The government has come under renewed pressure over the impact of Brexit on key industries including the motor industry, alcohol and tobacco.
The United Kingdom Warehousing Association has called on the government to ensure that post-Brexit excise legislation does not place an unfair burden on legitimate logistics companies involved in the handling and movement of goods such as alcohol and tobacco.
And the Society of Motor Manufacturers and Traders has warned that tariff barriers resulting from Brexit could damage the UK commercial vehicle industry.
UKWA reckons duties on tobacco fuel and alcohol raised £47 billion in 2014-15 – 7.2 per cent of the government’s total receipts.
It has published a paper setting out its position on the issue which it plans to present to HMRC and the policy makers to help the government understand how the excise supply chain industry works and the impacts that any post-Brexit legislation will have on the sector.
Chief executive Peter Ward said: “Alcohol smuggling and fraud is estimated to cost the Treasury in the region of £2 billion per year in lost revenue and UKWA will continue to co-operate with HMRC to reduce the opportunities for excise fraud in the UK market and close the revenue gap.”
“This is another example of where Brexit provides an opportunity to review existing practices and legislation and ensure that post-Brexit the UK retains this critically important commercial activity, safeguarding jobs and a significant contribution to the economy ”
The SMMT highlighted the fact that some 95 per cent of exports are going to other EU countries and demand from the EU grew by 13.8 per cent as a result of growth following the recession.
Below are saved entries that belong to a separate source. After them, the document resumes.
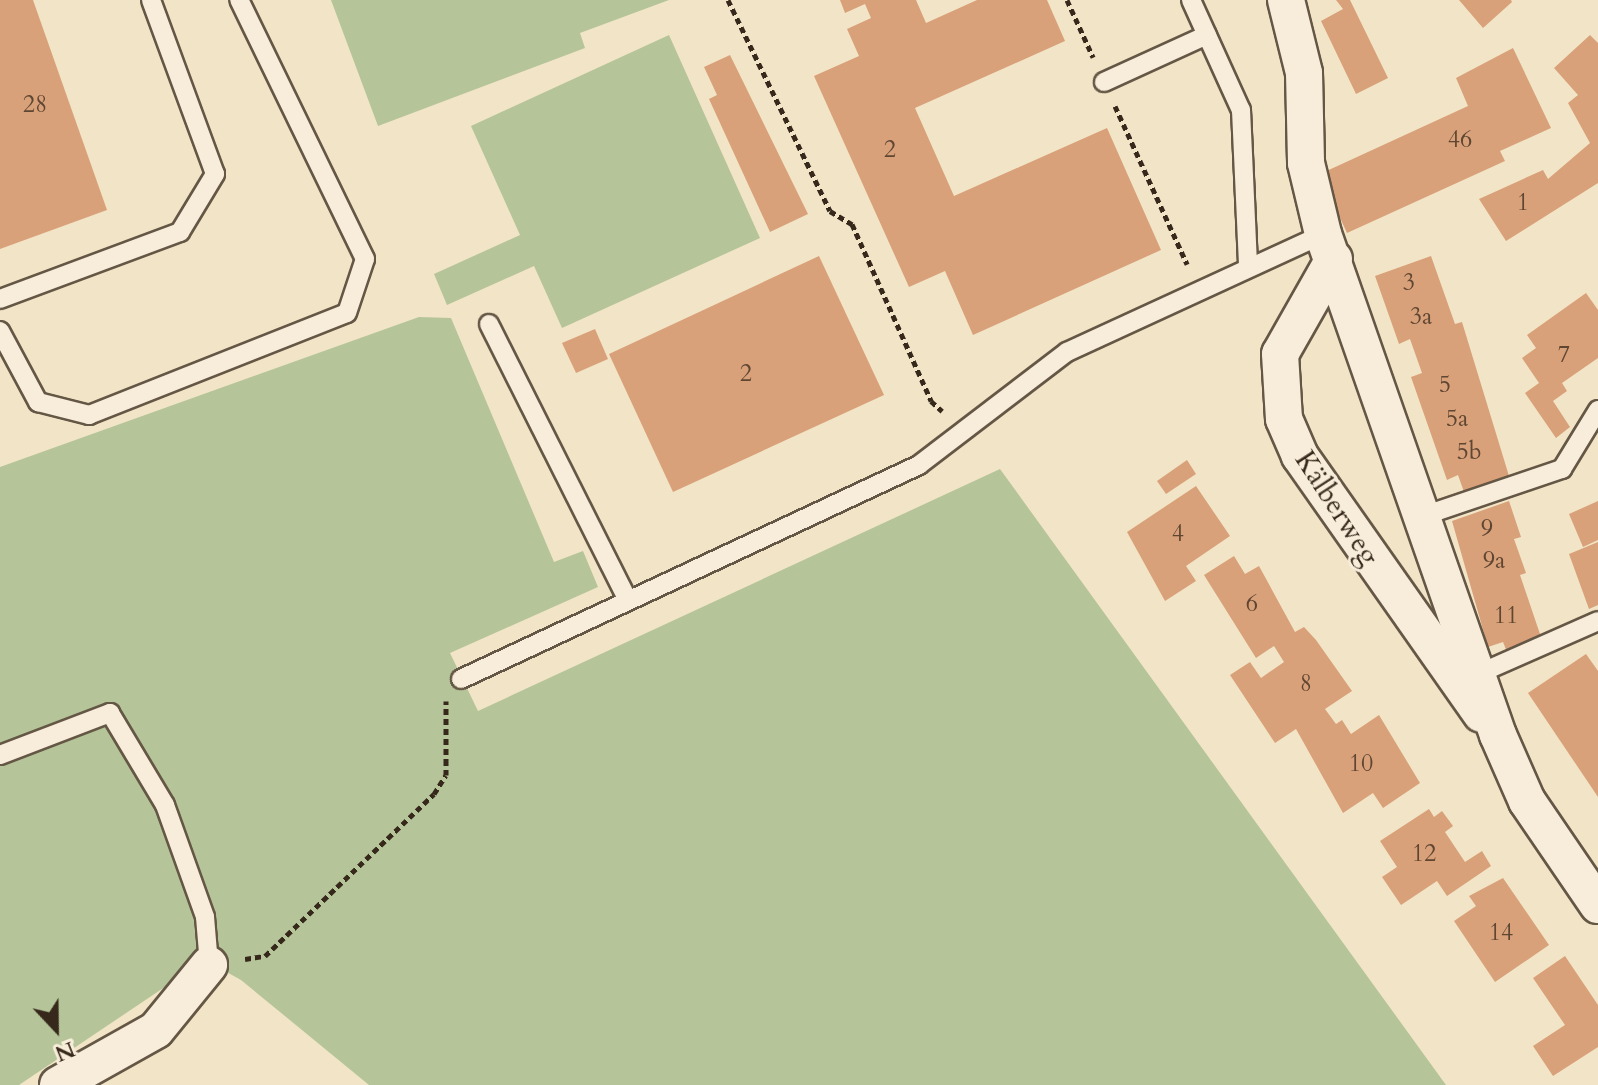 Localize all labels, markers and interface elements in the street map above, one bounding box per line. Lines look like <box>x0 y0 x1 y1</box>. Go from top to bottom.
house number: 28 <box>23 91 47 119</box>
house number: 46 <box>1448 126 1472 154</box>
house number: 2 <box>884 136 896 164</box>
house number: 1 <box>1517 189 1529 217</box>
house number: 3 <box>1403 269 1415 297</box>
house number: 3a <box>1410 303 1432 331</box>
house number: 7 <box>1558 341 1570 369</box>
house number: 2 <box>740 360 752 388</box>
house number: 5 <box>1439 371 1451 399</box>
house number: 5a <box>1446 405 1468 433</box>
house number: 5b <box>1456 438 1482 466</box>
street label: Kälberweg <box>1288 445 1386 571</box>
house number: 9 <box>1481 515 1493 543</box>
house number: 4 <box>1172 520 1184 548</box>
house number: 9a <box>1483 547 1505 575</box>
house number: 6 <box>1246 590 1258 618</box>
house number: 11 <box>1494 602 1518 630</box>
house number: 8 <box>1300 670 1312 698</box>
house number: 10 <box>1349 750 1373 778</box>
house number: 12 <box>1412 840 1436 868</box>
house number: 14 <box>1489 919 1513 947</box>
north arrow <box>16 989 96 1069</box>
text: N <box>51 1034 79 1069</box> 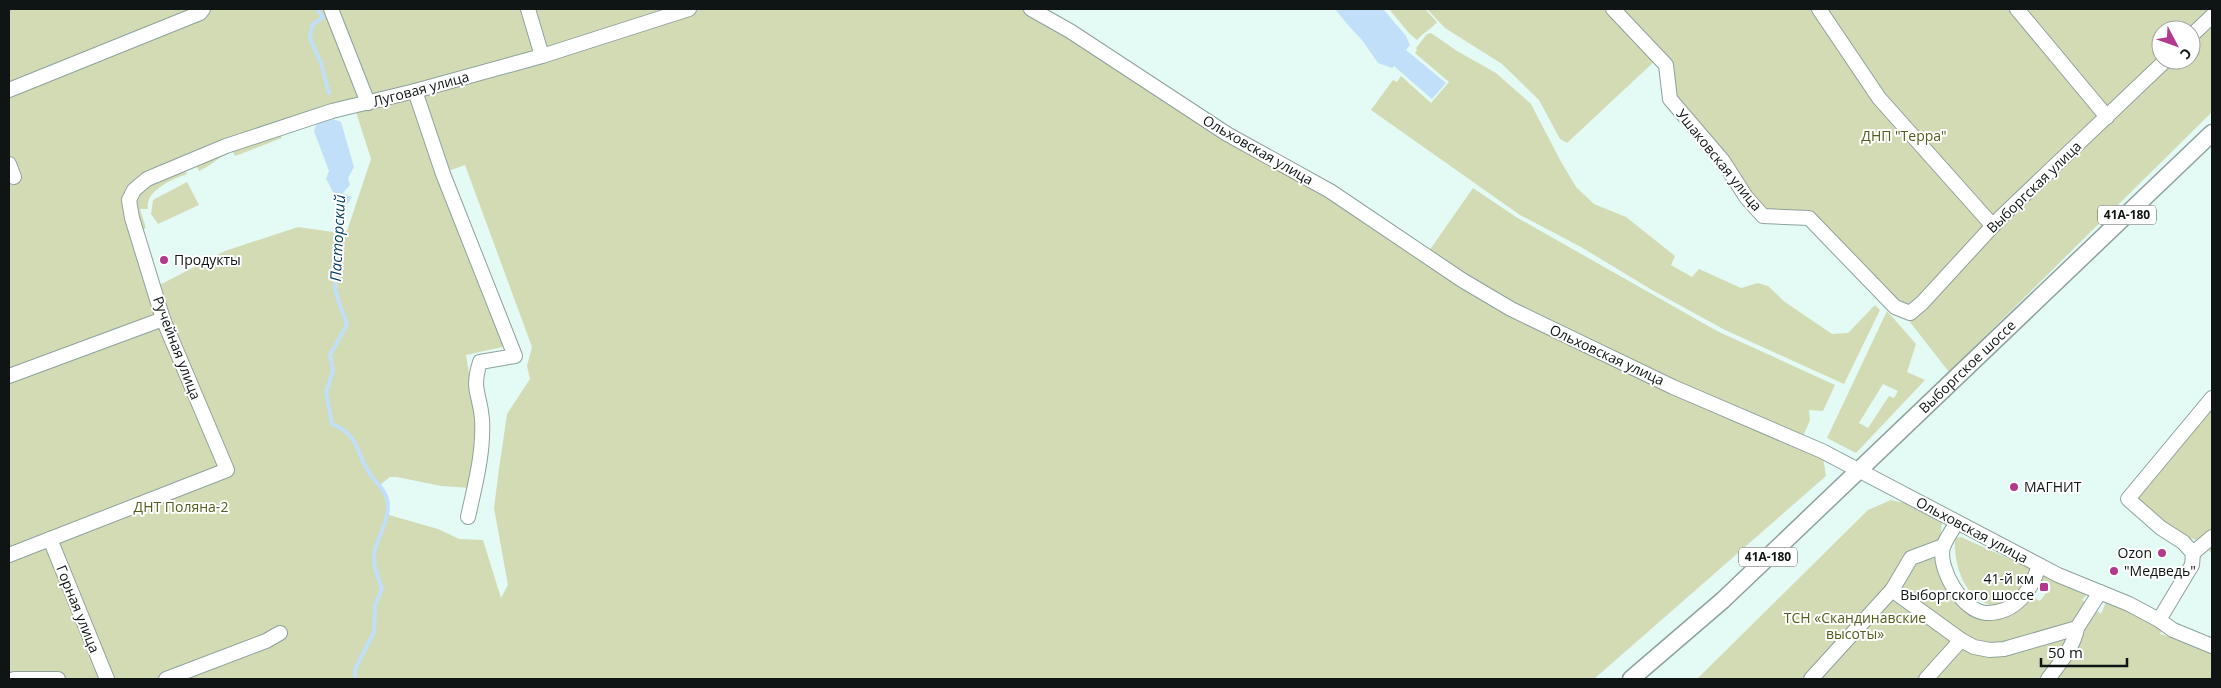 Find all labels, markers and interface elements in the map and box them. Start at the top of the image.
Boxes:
north arrow [2151,20,2201,70]
text: С [2176,44,2196,64]
street label: Луговая улица [371,67,471,111]
street label: Ушаковская улица [1672,105,1766,215]
street label: Ольховская улица [1200,110,1317,189]
park label: ДНП "Терра" [1861,126,1947,145]
street label: Выборгская улица [1982,136,2085,237]
water label: Пасторский [325,194,349,282]
road number: 41А-180 [2098,206,2156,224]
place label: Продукты [174,250,241,269]
marker: Продукты [158,254,170,266]
street label: Ручейная улица [149,293,206,402]
street label: Выборгское шоссе [1914,315,2020,417]
street label: Ольховская улица [1547,320,1668,389]
place label: МАГНИТ [2024,477,2082,496]
marker: МАГНИТ [2008,481,2020,493]
street label: Ольховская улица [1913,492,2032,567]
park label: ДНТ Поляна-2 [134,497,228,516]
place label: Ozon [2118,543,2152,562]
marker: Ozon [2156,547,2168,559]
road number: 41А-180 [1739,548,1797,566]
place label: "Медведь" [2124,561,2196,580]
street label: Горная улица [52,562,105,655]
marker: "Медведь" [2108,565,2120,577]
place label: 41-й км Выборгского шоссе [1900,569,2034,604]
marker: 41-й км Выборгского шоссе [2038,581,2050,593]
park label: ТСН «Скандинавские высоты» [1784,608,1926,643]
scale bar [2041,636,2127,668]
text: 50 m [2048,642,2083,662]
Every British van (24,447 vehicles) and almost two thirds (62.9 per cent) of trucks exported in the first half of 2017 were destined for EU fleets.
Exports account for almost two-thirds (63.5 per cent) of the commercial vehicles built in Britain.
It warned that any changes to tariff and non-tariff barriers or regulatory and labour issues would have a detrimental effect on the competitiveness of the industry.
SMMT chief Mike Hawes said: “The British and European vehicle manufacturing industries are highly integrated, and a beneficial relationship will take time to negotiate. This is why we need government to seek an interim arrangement that will maintain our place within the single market and customs union until this can be achieved.”